A study finds nearly half of jobs are vulnerable to automation jrpi gas near me prices

A WAVE of automation anxiety has hit the West. Just try typing “Will machines…” into Google. An algorithm offers to complete the sentence with differing degrees of disquiet: “…take my job?”; “…take all jobs?”; “…replace humans?”; “…take over the world?”

Job-grabbing robots are no longer science fiction. In 2013 Carl Benedikt Frey and Michael Osborne of Oxford University used—what else?—a machine-learning algorithm to assess how easily 702 different kinds of job in America could be automated. They concluded that fully 47% could be done by machines “over the next decade or two”.

A new working paper by the OECD, a club of mostly rich countries, employs a similar approach, looking at other developed economies. Its technique differs from Mr Frey and Mr Osborne’s study by assessing the automatability of each task within a given job, based on a survey of skills in 2015. Overall, the study finds that 14% of jobs across 32 countries are highly vulnerable, defined as having at least a 70% chance of automation. A further 32% were slightly less imperilled, with a probability between 50% and 70%. At current employment rates, that puts 210m jobs at risk across the 32 countries in the study.

The pain will not be shared evenly. The study finds large variation across countries: jobs in Slovakia are twice as vulnerable as those in Norway. In general, workers in rich countries appear less at risk than those in middle-income ones. But wide gaps exist even between countries of similar wealth.

Differences in organisational structure and industry mix both play a role, but the former matters more. In South Korea, for example, 30% of jobs are in manufacturing, compared with 22% in Canada. Nonetheless, on average, Korean jobs are harder to automate than Canadian ones are. This may be because Korean employers have found better ways to combine, in the same job, and without reducing productivity, both routine tasks and social and creative ones, which computers or robots cannot do. A gloomier explanation would be “survivor bias”: the jobs that remain in Korea appear harder to automate only because Korean firms have already handed most of the easily automatable jobs to machines. Full Story

Automation can be defined as the technology by which a process or procedure is performed without human assistance.In other words, Automation or automatic control, is the use of various control systems for operating equipment such as machinery, processes in factories, boilers and heat treating ovens, switching on telephone networks, steering and stabilization of ships, aircraft and other applications and vehicles with minimal or reduced human intervention. Some processes have been completely automated.

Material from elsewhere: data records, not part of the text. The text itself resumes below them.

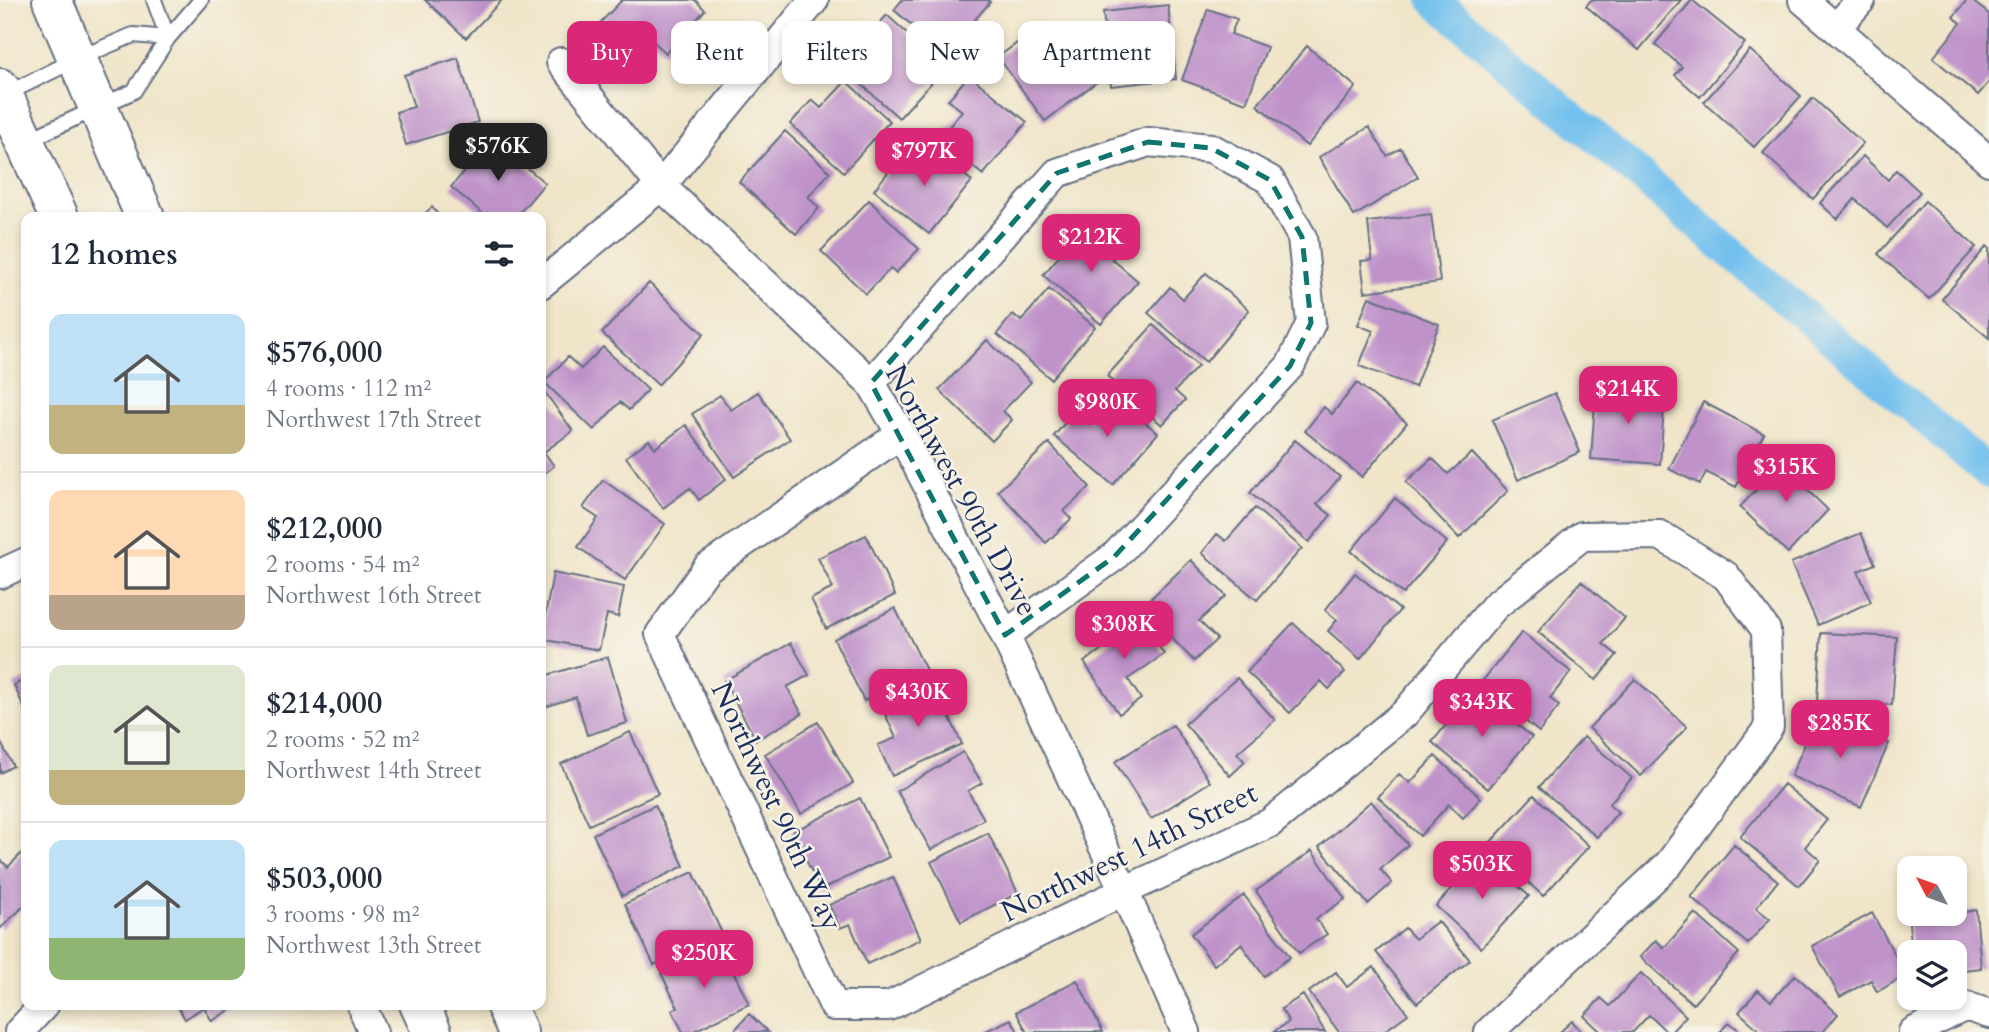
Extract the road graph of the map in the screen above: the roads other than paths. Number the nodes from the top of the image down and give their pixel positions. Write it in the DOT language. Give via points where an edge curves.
graph roads {
  1 [pos="52,0"];
  2 [pos="154,0"];
  3 [pos="201,0"];
  4 [pos="814,0"];
  5 [pos="1803,0"];
  6 [pos="1861,0"];
  7 [pos="1836,28"];
  8 [pos="168,38"];
  9 [pos="77,59"];
  10 [pos="561,62"];
  11 [pos="2,91"];
  12 [pos="98,109"];
  13 [pos="24,141"];
  14 [pos="1989,161"];
  15 [pos="661,186"];
  16 [pos="57,212"];
  17 [pos="143,212"];
  18 [pos="546,280"];
  19 [pos="872,383"];
  20 [pos="901,434"];
  21 [pos="21,564"];
  22 [pos="0,575"];
  23 [pos="1005,635"];
  24 [pos="1124,891"];
  25 [pos="834,1006"];
  26 [pos="39,1010"];
  27 [pos="364,1010"];
  28 [pos="422,1010"];
  29 [pos="508,1010"];
  30 [pos="1978,1010"];
  31 [pos="19,1032"];
  32 [pos="373,1032"];
  33 [pos="432,1032"];
  34 [pos="518,1032"];
  35 [pos="1186,1032"];
  36 [pos="1489,1032"];
  37 [pos="1913,1032"];
  1 -- 9 [label="main road"];
  2 -- 8 [label="lane"];
  3 -- 8 [label="lane"];
  4 -- 15 [label="street"];
  5 -- 7 [label="street"];
  6 -- 7 [label="street"];
  7 -- 14 [label="street"];
  8 -- 9 [label="lane" via="133,36"];
  8 -- 12 [label="lane" via="134,92"];
  9 -- 11 [label="lane"];
  9 -- 12 [label="main road"];
  10 -- 15 [label="street, Northwest 90th Drive"];
  11 -- 13 [label="main road"];
  12 -- 13 [label="lane"];
  12 -- 17 [label="main road"];
  13 -- 16 [label="main road"];
  15 -- 18 [label="street"];
  15 -- 19 [label="street, Northwest 90th Drive"];
  19 -- 20 [label="street, Northwest 90th Drive"];
  19 -- 23 [label="street" via="1057,173 1148,142 1211,148 1270,180 1302,237 1311,323 1290,366 1114,557"];
  20 -- 23 [label="street, Northwest 90th Drive"];
  20 -- 25 [label="street, Northwest 90th Way" via="707,568 660,634"];
  21 -- 22 [label="street"];
  23 -- 24 [label="street, Northwest 90th Drive"];
  24 -- 25 [label="street, Northwest 14th Street" via="889,1006"];
  24 -- 35 [label="street, Northwest 90th Drive"];
  24 -- 36 [label="street, Northwest 14th Street" via="1270,823 1405,713 1495,606 1582,536 1660,535 1726,576 1766,630 1769,727 1669,864"];
  26 -- 31 [label="street"];
  27 -- 32 [label="street"];
  28 -- 33 [label="main road"];
  29 -- 34 [label="main road"];
  30 -- 37 [label="street"];
}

Automation has been achieved by various means including mechanical, hydraulic, pneumatic, electrical, electronic devices and computers, usually in combination. Complicated systems, such as modern factories, airplanes and ships typically use all these combined techniques. The benefit of automation include labor savings, savings in electricity costs, savings in material costs, and improvements to quality, accuracy and precision.

The term automation, inspired by the earlier word automatic (coming from automaton), was not widely used before 1947, when Ford established an automation department. It was during this time that industry was rapidly adopting feedback controllers, which were introduced in the 1930s.